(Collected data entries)
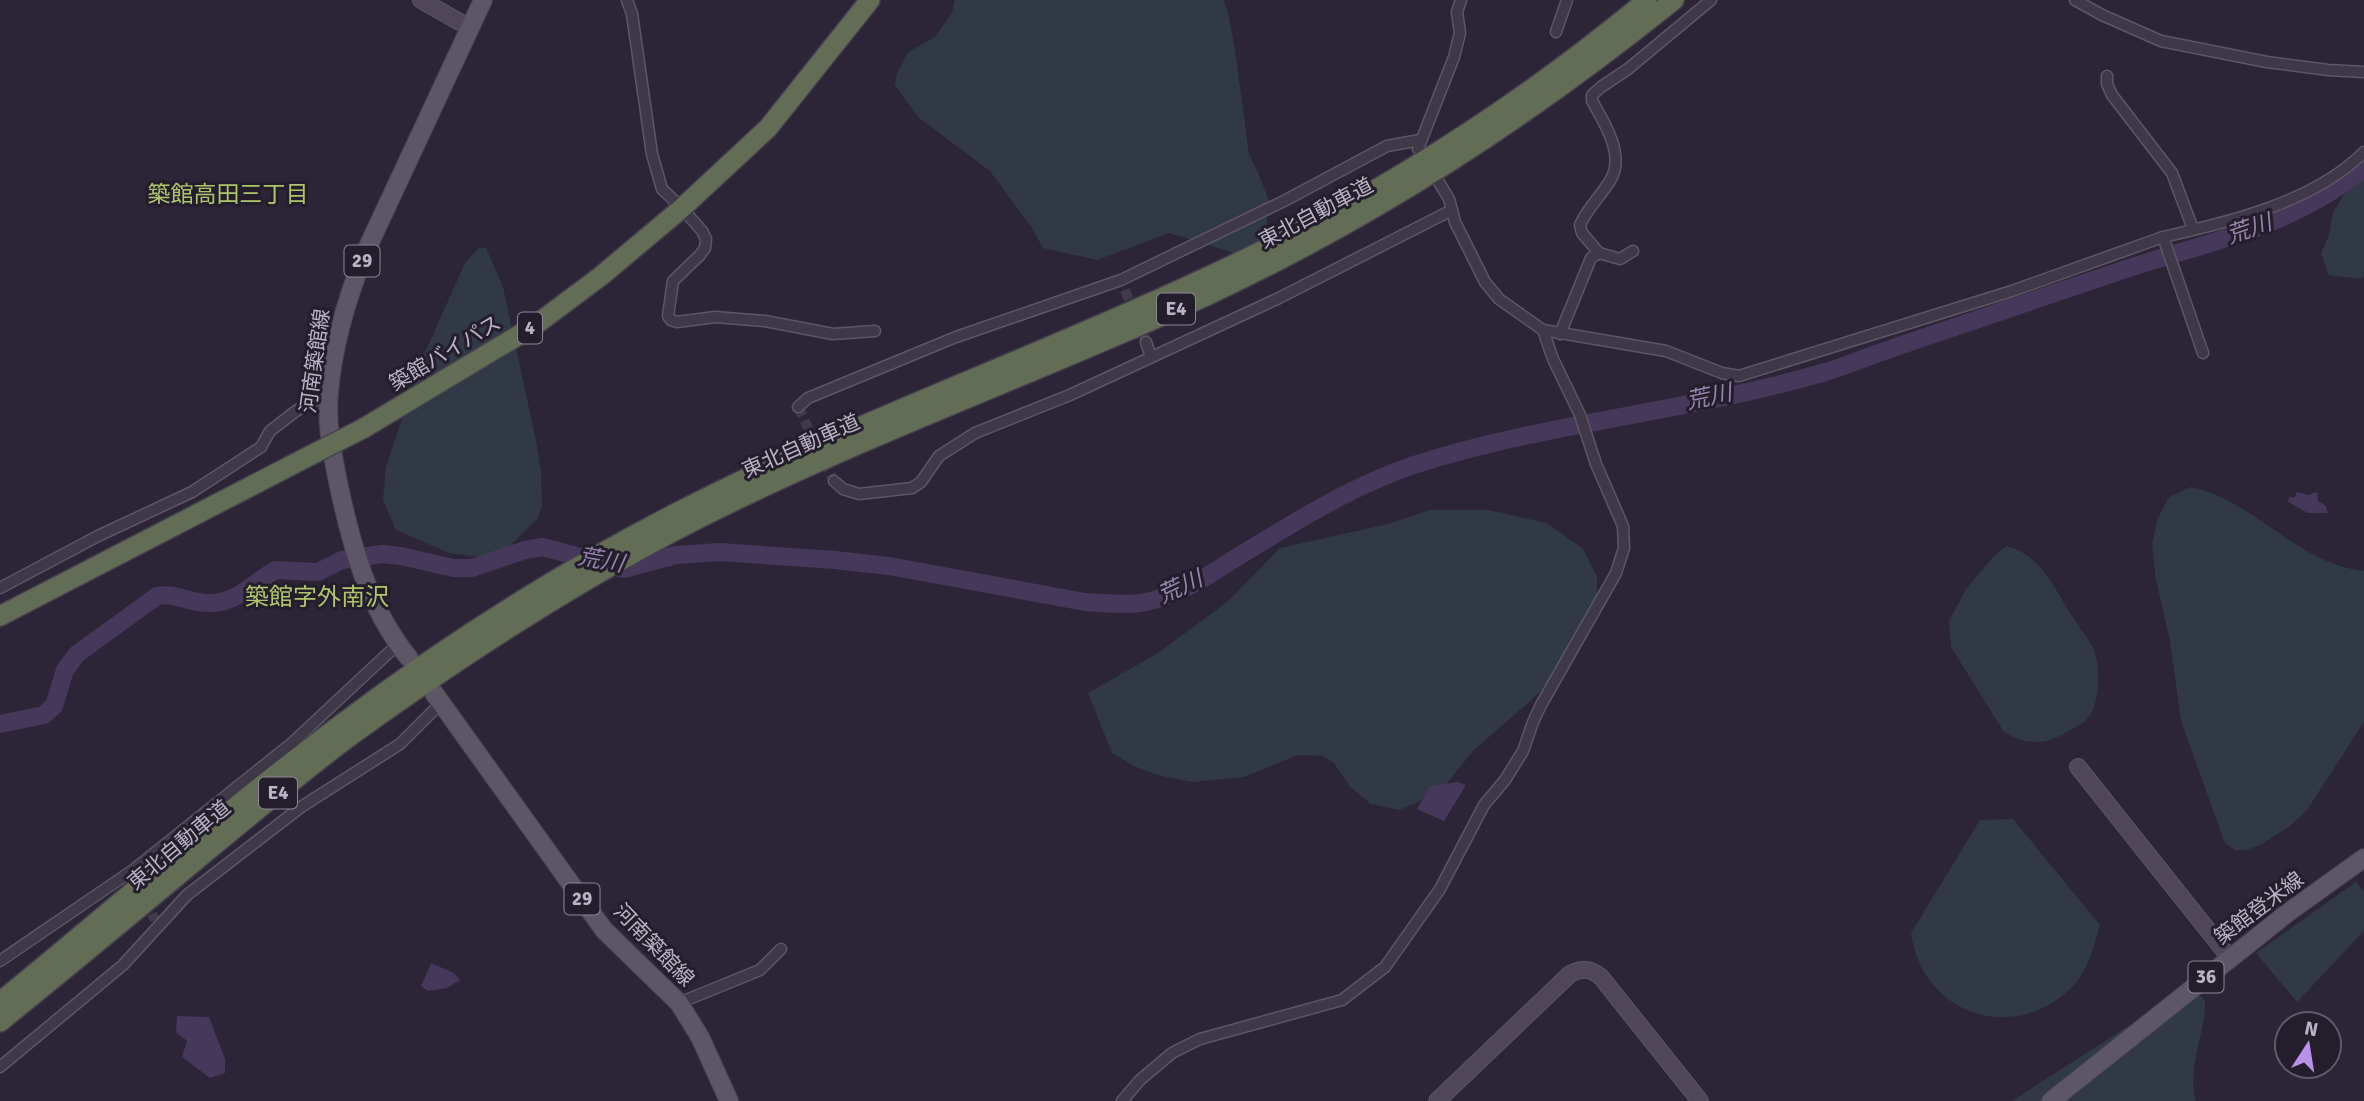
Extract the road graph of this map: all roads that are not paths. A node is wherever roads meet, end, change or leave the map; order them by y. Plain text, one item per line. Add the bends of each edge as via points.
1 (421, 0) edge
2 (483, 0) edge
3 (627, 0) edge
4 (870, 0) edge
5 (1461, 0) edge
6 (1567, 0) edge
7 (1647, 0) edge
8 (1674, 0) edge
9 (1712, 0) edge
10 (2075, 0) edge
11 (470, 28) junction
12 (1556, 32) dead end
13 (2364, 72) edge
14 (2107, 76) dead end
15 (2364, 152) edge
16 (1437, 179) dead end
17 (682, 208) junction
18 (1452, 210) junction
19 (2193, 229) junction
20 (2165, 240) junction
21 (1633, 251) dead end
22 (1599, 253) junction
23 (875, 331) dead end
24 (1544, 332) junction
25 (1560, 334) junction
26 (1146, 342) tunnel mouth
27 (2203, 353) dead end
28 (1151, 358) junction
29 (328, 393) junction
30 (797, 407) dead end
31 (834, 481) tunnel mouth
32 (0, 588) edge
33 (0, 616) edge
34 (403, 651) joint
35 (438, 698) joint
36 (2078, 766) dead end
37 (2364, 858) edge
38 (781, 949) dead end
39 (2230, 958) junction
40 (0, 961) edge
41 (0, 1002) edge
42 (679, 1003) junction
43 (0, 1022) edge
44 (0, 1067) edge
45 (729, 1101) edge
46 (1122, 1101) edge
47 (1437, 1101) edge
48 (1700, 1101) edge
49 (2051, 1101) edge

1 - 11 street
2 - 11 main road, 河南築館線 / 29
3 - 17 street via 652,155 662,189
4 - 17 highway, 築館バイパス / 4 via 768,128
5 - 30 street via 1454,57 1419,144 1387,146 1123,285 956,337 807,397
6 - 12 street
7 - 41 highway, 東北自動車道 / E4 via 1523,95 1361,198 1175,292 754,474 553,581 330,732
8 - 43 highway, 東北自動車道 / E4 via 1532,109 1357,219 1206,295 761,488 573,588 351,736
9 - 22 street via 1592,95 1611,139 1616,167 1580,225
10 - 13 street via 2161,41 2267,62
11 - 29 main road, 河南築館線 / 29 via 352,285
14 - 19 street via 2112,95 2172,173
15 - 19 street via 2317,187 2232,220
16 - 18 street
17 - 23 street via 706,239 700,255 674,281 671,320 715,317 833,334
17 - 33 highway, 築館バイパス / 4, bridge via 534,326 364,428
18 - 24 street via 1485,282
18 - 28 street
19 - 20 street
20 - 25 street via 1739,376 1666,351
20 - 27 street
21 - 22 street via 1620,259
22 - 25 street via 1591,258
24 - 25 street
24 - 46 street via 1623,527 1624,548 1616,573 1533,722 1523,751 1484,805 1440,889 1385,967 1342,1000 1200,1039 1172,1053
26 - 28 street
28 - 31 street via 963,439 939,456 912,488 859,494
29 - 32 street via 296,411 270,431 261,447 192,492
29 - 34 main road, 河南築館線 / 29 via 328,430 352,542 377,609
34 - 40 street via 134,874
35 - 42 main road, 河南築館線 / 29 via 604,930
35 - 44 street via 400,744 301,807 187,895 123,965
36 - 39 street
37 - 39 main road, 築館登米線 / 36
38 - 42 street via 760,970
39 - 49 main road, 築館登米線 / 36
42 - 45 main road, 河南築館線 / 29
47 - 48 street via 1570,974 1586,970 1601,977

(WORK INSTRUCTION)
Copy each line of the records that has "road" in it.

(TASK SOLUTION)
Extract the road graph of this map: all roads that are not paths. A node is wherever roads meet, end, change or leave the map; order them by y. Plain text, one item per line. Add the bends of each edge as via points.
2 - 11 main road, 河南築館線 / 29
11 - 29 main road, 河南築館線 / 29 via 352,285
29 - 34 main road, 河南築館線 / 29 via 328,430 352,542 377,609
35 - 42 main road, 河南築館線 / 29 via 604,930
37 - 39 main road, 築館登米線 / 36
39 - 49 main road, 築館登米線 / 36
42 - 45 main road, 河南築館線 / 29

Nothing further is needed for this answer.